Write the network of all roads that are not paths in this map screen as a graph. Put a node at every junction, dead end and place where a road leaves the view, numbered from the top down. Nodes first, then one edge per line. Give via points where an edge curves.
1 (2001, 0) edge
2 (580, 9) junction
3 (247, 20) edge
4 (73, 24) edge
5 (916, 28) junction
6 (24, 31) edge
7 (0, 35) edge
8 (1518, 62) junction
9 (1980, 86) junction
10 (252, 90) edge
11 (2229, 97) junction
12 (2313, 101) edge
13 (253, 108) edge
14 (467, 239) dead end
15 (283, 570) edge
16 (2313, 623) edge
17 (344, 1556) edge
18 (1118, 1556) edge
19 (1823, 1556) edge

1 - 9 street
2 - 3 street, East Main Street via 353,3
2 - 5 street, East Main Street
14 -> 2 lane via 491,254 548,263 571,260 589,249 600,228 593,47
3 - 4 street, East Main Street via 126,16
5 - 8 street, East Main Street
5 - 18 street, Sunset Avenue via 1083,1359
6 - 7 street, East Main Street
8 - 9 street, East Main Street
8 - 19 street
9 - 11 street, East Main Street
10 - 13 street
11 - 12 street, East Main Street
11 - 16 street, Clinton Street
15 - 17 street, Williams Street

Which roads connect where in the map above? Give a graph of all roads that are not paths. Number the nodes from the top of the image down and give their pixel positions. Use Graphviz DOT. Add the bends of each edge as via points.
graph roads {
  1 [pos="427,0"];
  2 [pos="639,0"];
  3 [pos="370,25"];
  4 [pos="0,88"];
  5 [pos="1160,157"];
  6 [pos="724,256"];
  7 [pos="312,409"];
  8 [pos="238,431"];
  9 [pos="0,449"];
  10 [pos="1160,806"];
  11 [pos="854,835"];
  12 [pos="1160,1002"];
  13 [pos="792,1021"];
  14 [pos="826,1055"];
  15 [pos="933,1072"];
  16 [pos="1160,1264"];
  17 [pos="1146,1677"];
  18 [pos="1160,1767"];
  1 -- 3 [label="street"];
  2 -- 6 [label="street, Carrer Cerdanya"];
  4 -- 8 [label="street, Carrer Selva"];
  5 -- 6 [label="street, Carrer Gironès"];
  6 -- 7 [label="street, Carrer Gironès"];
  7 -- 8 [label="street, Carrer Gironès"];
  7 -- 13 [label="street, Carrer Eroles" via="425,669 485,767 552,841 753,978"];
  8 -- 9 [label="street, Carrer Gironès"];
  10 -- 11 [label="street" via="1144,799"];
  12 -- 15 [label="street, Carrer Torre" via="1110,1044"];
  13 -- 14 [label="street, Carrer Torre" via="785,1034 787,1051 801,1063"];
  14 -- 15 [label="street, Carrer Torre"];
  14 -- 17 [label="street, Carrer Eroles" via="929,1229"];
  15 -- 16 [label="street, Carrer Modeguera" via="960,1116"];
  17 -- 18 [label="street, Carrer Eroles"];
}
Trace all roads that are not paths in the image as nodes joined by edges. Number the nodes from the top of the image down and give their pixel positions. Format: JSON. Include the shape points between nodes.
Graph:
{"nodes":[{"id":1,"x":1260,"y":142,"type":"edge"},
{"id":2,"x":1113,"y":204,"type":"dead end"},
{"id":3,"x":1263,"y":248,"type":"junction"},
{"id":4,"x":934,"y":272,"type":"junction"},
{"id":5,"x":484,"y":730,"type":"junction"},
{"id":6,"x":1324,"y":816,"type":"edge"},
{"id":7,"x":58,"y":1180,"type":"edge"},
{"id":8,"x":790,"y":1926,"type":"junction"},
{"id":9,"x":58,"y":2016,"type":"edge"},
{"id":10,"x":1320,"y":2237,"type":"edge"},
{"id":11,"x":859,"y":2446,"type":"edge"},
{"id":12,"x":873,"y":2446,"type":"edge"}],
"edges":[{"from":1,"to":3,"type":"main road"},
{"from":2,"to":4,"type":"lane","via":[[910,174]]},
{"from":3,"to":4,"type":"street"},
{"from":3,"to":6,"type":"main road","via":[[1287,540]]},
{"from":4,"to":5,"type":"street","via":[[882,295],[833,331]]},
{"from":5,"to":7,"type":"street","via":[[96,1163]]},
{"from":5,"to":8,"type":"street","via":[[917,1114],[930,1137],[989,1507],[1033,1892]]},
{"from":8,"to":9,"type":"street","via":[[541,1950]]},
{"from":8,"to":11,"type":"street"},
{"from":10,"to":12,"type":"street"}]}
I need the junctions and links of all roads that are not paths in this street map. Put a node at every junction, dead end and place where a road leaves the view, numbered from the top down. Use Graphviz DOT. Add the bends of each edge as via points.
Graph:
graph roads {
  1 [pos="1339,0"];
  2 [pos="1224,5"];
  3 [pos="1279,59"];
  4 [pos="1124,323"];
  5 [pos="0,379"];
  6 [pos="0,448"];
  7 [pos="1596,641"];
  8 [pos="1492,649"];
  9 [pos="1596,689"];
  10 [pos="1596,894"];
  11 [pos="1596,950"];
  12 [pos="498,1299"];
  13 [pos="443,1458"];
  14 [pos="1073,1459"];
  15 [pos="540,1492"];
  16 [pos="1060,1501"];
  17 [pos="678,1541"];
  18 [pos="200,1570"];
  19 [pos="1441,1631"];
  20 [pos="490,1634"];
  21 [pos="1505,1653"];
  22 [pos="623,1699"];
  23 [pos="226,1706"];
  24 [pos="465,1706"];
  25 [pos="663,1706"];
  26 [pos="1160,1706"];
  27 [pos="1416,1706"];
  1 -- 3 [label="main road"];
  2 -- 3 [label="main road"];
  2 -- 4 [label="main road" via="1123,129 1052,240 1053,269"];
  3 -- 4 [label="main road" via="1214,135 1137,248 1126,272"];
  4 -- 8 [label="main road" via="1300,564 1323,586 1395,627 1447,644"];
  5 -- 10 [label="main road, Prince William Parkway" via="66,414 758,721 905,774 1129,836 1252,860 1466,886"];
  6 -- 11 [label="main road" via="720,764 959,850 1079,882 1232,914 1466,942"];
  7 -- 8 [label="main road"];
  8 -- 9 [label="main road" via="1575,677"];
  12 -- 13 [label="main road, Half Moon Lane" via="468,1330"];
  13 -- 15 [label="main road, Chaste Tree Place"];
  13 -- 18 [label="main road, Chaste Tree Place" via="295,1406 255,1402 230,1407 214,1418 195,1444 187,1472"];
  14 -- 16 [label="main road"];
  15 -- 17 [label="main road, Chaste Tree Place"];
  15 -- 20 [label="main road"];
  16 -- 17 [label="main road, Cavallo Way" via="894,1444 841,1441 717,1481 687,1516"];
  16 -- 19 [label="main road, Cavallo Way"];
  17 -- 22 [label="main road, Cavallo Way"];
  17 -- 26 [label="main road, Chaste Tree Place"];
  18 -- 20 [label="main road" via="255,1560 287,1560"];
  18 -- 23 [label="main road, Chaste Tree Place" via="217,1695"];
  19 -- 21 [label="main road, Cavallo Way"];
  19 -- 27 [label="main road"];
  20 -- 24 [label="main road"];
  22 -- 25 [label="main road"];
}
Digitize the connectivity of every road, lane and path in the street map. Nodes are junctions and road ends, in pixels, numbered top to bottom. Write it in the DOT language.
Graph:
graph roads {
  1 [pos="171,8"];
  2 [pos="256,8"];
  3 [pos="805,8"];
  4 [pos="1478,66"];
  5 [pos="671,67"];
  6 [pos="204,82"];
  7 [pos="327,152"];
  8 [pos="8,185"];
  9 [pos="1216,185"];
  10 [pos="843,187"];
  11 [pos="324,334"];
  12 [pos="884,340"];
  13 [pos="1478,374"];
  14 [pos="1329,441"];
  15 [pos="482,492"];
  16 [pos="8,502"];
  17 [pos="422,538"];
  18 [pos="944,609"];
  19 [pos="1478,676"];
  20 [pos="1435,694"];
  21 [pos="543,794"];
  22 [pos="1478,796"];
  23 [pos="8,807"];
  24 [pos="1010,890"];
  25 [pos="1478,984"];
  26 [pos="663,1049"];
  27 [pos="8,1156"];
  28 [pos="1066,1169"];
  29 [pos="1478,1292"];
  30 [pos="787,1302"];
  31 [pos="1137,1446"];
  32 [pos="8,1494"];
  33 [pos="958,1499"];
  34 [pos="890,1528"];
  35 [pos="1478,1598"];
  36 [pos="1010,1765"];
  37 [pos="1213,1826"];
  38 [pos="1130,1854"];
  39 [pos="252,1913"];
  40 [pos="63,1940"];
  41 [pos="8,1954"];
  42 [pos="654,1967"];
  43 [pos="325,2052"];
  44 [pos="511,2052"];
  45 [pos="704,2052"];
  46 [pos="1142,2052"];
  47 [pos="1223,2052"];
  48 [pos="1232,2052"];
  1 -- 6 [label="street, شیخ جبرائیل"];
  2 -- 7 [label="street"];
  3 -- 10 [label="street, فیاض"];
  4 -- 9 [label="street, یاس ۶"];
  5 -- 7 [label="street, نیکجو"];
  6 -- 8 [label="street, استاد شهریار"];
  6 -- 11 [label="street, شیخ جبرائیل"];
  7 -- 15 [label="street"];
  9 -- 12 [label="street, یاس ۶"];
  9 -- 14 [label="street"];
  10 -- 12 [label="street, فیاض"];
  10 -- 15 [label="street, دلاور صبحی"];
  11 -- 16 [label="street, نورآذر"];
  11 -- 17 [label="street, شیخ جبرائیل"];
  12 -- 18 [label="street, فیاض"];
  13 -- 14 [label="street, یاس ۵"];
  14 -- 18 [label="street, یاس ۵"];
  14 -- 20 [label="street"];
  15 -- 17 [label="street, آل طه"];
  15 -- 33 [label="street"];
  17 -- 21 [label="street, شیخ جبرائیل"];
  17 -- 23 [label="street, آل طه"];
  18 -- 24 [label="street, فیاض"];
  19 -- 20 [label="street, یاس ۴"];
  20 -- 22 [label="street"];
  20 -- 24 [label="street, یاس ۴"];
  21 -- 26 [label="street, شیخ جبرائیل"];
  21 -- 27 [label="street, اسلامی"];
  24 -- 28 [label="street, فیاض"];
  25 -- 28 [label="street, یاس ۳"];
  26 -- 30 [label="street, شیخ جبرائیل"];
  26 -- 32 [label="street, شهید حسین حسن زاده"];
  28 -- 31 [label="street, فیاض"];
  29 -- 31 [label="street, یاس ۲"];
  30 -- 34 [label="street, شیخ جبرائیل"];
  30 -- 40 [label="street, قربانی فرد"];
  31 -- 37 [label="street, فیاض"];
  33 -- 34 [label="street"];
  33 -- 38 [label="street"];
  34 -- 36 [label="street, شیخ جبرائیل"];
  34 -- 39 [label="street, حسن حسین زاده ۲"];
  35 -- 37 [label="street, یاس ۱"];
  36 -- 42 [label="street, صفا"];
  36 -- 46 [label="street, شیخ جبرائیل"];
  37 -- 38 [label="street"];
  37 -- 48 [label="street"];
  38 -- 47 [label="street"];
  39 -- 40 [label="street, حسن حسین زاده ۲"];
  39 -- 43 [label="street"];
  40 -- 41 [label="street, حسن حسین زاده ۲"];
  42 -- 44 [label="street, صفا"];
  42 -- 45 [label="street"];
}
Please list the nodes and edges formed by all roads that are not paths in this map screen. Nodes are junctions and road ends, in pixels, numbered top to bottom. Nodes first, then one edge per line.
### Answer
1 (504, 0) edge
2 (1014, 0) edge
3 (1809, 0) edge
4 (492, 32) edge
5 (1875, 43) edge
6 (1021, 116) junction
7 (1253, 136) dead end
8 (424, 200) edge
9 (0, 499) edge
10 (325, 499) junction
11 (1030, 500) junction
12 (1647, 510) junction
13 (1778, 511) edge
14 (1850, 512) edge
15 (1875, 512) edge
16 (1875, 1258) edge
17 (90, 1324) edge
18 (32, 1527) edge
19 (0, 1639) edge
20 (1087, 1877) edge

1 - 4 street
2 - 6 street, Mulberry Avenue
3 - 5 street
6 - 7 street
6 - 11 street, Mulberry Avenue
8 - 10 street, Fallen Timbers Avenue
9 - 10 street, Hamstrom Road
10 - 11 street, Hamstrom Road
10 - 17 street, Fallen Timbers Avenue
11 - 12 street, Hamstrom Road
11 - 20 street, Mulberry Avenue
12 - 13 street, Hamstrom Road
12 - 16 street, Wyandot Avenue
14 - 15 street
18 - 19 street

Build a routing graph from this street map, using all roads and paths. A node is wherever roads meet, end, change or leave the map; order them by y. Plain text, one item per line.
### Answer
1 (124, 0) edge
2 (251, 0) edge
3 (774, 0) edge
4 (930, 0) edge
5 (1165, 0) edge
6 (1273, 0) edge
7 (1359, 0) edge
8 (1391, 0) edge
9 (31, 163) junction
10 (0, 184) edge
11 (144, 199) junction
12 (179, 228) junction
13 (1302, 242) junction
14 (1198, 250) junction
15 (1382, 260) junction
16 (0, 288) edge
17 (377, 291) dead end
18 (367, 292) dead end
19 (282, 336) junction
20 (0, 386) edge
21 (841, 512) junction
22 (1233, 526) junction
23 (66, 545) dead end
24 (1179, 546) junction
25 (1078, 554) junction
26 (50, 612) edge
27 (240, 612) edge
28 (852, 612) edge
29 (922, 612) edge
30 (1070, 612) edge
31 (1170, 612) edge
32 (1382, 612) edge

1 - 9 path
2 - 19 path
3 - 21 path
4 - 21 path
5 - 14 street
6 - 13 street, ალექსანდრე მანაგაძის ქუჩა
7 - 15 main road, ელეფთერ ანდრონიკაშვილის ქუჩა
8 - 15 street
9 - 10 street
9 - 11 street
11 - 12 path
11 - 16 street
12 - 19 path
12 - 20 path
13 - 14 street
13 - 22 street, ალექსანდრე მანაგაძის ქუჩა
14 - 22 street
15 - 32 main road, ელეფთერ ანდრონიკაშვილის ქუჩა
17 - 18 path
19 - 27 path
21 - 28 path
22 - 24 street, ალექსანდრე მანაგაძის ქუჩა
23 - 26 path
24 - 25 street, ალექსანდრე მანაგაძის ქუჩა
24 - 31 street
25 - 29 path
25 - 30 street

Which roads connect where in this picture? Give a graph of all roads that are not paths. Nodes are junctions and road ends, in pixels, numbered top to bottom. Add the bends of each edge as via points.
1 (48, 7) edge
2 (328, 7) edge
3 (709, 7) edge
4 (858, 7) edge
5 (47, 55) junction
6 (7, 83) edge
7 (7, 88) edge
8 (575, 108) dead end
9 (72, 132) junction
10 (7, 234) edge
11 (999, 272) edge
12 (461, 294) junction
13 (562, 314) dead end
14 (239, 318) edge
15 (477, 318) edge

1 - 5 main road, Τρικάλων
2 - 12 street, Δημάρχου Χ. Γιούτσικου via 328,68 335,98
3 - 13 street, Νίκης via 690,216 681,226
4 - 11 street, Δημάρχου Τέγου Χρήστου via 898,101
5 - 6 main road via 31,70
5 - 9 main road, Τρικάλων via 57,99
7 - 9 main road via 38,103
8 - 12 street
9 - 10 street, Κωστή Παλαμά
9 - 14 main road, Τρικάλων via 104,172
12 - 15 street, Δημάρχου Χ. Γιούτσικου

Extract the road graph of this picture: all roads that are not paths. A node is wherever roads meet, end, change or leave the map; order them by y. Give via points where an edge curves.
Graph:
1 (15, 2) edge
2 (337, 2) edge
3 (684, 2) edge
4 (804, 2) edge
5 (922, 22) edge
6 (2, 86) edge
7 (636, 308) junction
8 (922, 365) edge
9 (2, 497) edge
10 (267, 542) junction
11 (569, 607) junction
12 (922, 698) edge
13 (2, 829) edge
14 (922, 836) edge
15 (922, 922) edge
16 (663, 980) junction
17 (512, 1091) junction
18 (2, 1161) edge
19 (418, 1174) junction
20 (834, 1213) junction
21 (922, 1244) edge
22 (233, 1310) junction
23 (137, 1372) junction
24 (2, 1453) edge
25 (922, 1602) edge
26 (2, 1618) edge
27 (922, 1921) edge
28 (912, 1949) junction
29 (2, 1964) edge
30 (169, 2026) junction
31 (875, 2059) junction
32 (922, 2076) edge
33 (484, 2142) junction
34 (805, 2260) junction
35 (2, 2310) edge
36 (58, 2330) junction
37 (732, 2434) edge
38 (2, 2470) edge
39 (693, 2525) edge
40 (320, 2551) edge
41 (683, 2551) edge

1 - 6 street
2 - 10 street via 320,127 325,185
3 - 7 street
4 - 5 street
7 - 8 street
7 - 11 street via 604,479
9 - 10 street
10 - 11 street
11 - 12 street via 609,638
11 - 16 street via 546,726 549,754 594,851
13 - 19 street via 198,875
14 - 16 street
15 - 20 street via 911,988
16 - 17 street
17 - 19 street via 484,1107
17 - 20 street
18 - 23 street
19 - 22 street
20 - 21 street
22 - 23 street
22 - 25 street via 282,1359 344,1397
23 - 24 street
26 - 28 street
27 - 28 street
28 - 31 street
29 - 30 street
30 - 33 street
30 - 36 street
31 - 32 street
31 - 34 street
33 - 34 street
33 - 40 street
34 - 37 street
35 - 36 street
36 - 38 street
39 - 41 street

+ + +

▸ Exercise directions: Your task is to copy each line of the listing that holds the word "Avenue".

▸ Task solution:
5 - 18 street, Sunset Avenue via 1083,1359
2 - 6 street, Mulberry Avenue
6 - 11 street, Mulberry Avenue
8 - 10 street, Fallen Timbers Avenue
10 - 17 street, Fallen Timbers Avenue
11 - 20 street, Mulberry Avenue
12 - 16 street, Wyandot Avenue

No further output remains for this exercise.